[Requirement] Once every line below with "Gabriel" has been counted, state the total and nothing else.

━━━━━━━━

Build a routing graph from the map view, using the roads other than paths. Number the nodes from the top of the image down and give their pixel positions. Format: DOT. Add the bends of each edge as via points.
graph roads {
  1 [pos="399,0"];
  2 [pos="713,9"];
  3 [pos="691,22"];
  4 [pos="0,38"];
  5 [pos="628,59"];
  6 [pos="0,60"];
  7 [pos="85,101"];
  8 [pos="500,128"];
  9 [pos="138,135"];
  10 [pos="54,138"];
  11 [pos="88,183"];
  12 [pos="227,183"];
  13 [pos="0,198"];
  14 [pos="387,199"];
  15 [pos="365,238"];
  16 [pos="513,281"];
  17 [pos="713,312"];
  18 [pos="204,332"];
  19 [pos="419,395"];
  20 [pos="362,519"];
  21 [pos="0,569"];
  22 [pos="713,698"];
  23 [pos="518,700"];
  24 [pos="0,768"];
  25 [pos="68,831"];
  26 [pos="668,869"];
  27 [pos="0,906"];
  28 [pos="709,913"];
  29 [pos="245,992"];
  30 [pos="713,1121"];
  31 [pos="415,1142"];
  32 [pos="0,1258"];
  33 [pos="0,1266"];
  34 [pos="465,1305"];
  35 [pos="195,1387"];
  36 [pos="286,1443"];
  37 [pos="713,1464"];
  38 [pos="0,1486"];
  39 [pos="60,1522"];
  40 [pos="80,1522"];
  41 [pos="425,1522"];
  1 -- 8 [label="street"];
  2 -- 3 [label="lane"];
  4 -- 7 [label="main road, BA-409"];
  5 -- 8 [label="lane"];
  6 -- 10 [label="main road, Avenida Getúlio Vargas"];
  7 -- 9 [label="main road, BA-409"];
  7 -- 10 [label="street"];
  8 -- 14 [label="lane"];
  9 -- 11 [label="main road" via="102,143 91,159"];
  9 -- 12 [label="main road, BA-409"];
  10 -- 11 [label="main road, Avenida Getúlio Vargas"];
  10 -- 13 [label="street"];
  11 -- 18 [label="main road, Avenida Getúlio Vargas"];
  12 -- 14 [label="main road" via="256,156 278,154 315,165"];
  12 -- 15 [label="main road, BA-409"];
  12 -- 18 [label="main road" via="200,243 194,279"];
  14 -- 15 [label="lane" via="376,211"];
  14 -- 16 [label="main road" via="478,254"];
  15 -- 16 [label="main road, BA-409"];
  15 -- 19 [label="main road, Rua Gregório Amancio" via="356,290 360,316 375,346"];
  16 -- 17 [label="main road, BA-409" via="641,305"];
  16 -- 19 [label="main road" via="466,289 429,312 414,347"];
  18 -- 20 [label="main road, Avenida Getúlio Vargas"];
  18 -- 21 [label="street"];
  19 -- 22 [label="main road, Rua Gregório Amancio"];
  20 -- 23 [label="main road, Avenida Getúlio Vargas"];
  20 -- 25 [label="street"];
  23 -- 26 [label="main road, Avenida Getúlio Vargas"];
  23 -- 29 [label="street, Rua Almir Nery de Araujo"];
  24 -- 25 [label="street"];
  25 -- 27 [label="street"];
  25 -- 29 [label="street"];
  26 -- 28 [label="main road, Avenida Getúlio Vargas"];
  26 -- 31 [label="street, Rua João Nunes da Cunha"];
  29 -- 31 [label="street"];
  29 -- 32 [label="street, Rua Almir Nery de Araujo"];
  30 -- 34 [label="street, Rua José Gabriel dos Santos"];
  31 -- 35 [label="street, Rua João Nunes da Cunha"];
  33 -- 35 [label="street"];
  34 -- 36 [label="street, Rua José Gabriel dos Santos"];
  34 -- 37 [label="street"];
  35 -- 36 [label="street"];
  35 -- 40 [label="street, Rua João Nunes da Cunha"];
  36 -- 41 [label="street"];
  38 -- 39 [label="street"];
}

━━━━━━━━

[Result of the task] 2